On peut dire qu'on a eu du pot. Om en concert à Toulouse
je n'y aurais jamais cru. Ça fait très fan-boy de dire ça, mais j'assume. Comme
d'hab' on en désespérait de les voir passer au Roadburn, le festival loin, très
loin, et toujours sold-out en une heure, en se disant qu'il y avait presque
autant de chances de les voir enchaîner une tournée que de voir le grand sphinx
Ré-Harmakis se mettre à bouger, tout cachés qu'ils sont derrière leur aura.
D'ailleurs quand Kongfuzi a annoncé les dates, j'ai cru au mirage. Om à Toulouse?
En vrai? Ben ouais.
A la base c'est le temple sonore
de la Dynamo qui devait accueillir l'office. Au final ce sera le Saint des
seins. Pas que je n'aime pas cette dernière salle mais disons qu'outre une
acoustique un poil moins bonne, elle manque singulièrement de charme.
L'ambiance mi-cosy mi-garage de la Dynamo eut été plus adaptée pour Om. Mais
passons. Passons aussi, tant qu'à faire, sur la très étrange et inutile
première partie. Je vais être franc: je n'ai même pas retenu le patronyme des locaux
qui avaient la lourde tâche de chauffer la scène. Je n'ai en mémoire que des
nappes mélodiques dronisantes plus ou moins répétitives et soporifiques.
"On dirait le bruit de la mer" me glisse-t-on à l'oreille. Ouais,
sans les mouettes mais avec les basses ronflantes pour faire la corne de brume
du chalutier. On va plutôt s'exiler au dehors, le temps de se préparer pour la
suite à grand renfort de, heu, hum, d'homéopathie.
Et on y est. Mise en place
minimale pour Cisneros et ses officiants. Aucun aménagement notable sur scène,
pas de backdrop, pas de fumée, lights minimum. Sobre, très. Trop? On ne s'en
plaindra même pas, tant Om ne fait pas dans l'esbroufe. Pas besoin de tout ça.

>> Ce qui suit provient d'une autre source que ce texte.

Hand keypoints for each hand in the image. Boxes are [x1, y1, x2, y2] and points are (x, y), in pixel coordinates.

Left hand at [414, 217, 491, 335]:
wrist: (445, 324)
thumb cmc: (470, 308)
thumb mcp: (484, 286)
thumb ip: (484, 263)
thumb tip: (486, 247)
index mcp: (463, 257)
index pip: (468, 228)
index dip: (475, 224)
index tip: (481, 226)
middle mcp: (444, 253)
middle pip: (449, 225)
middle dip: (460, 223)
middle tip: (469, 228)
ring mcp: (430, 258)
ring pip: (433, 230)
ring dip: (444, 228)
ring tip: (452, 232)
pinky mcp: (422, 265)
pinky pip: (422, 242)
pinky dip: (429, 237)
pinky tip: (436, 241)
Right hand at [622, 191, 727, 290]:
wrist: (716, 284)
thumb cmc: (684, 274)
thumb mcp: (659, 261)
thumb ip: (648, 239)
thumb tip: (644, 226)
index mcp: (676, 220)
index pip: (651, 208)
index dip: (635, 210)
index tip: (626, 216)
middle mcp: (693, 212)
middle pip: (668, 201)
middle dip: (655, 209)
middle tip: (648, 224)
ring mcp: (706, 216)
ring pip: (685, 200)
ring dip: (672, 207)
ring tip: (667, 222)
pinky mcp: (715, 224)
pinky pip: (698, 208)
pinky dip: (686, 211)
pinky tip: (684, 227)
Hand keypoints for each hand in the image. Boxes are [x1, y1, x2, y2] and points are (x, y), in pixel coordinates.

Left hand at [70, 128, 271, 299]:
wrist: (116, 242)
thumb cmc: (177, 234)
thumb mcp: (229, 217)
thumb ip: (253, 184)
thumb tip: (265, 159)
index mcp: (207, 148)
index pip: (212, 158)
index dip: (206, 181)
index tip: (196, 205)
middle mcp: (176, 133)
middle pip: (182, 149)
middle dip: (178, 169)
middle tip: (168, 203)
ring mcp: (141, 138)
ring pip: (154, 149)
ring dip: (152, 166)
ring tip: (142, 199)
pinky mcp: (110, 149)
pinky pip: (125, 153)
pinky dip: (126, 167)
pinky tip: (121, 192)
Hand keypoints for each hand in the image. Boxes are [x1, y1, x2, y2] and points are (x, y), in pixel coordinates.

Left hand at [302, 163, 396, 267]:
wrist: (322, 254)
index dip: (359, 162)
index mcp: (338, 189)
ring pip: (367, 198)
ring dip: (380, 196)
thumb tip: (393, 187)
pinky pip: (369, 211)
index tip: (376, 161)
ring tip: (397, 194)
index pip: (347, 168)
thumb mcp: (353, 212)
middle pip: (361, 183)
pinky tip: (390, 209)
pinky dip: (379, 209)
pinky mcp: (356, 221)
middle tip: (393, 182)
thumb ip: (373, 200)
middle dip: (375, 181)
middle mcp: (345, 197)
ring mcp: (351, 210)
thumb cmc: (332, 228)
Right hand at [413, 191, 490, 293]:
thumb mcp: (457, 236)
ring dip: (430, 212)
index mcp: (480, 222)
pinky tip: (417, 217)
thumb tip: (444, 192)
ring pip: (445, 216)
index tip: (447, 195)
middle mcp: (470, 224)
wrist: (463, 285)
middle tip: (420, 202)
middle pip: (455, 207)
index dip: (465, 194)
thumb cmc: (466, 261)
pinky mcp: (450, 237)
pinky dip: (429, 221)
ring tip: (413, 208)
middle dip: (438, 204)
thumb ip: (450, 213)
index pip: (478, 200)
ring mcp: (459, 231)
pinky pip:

Mais reprenons: je disais "Cisneros et ses officiants" car en plus
d'Emil Amos derrière les fûts, un troisième comparse s'est joint à eux en la
personne du guitariste/claviériste/chanteur/bidouilleur de sons Robert Aiki
Aubrey Lowe, qui apportait déjà sa touche sur God is good. Et ça y est: les amplis sont chauds, les Rickenbacker alignées sur leur rack (raaaaah!) prètes à en découdre, et la bouteille de Johnnie Walker d'Amos (seule faute de goût de la soirée) déjà entammée. Cisneros a beau se
traîner un éternel air de Droopy vaporeux (l'homéopathie, sûrement), il sait
comment s'y prendre pour rendre hommage au dieu Son. Et on va le voir.
Al Cisneros dans la transe électrique.
La première partie du set sera
plutôt heavy, avant de basculer tout doucement dans un psychédélisme de fort
bon aloi, toujours en faisant la part belle aux deux derniers albums. Nous
eûmes droit –entre autres et dans le désordre- a des versions remaniées de
"Unitive knowledge of the godhead" et "Bhima's theme",
toute la face B de God is good, mais aussi à un inédit tiré du prochain album à
sortir en juillet. Et ce "Sinaï" laisse entrapercevoir de fort belles
choses en terme d'ambiances planantes pour ce prochain opus!
Que dire de plus pour une telle
messe? Qu'on a eu droit à un concert où l'on fait très facilement abstraction
de tout ce qui se passe autour pour se couler dans le son, ce qui est la marque
des grands moments de live. On oublie tout, obnubilés par les roulements et
multiples finesses d'un Amos en très grande forme, par les infinies variations
d'un Cisneros écoeurant de technique et de feeling (une leçon de basse, tout
simplement), mais aussi envoûtés par les petites touches apportées
judicieusement par Lowe. Traficotages de sons à grands coups de pédales, effets
de gratte façon orgue (!) parfaitement placés, il nous a tout fait. Même des
interventions vocales divines, superposant ses harmoniques au dessus des
mantras de basse de Cisneros. Bluffant. Et tout ça en gardant toujours une spontanéité purement rock. Om c'est avant tout du stoner bordel, et ils ne l'oublient pas!
Et combien de temps tout cela
à-t-il duré? Hé bien… aucune idée. Vraiment. Ce n'est pas que je n'ai pas eu le
réflexe de regarder ma montre, mais qu'on perd tout simplement la notion du
temps lors d'une telle cérémonie. On ressort bluffés, admiratifs, avec en plus l'impression de petit privilège pour ce qu'on a vu/vécu. Finalement l'herbe est accessoire, car les
mantras d'Om valent à eux seuls leur pesant d'envolées mystiques. Vous allez me
dire que cela fait cliché de ressortir les mêmes termes spirituo-esotérico-patchoulis
pour Om. Je vous répondrai que non, car il est rare de voir un groupe rendre
aussi bien hommage à la déité cachée dans le son. Une expérience à vivre.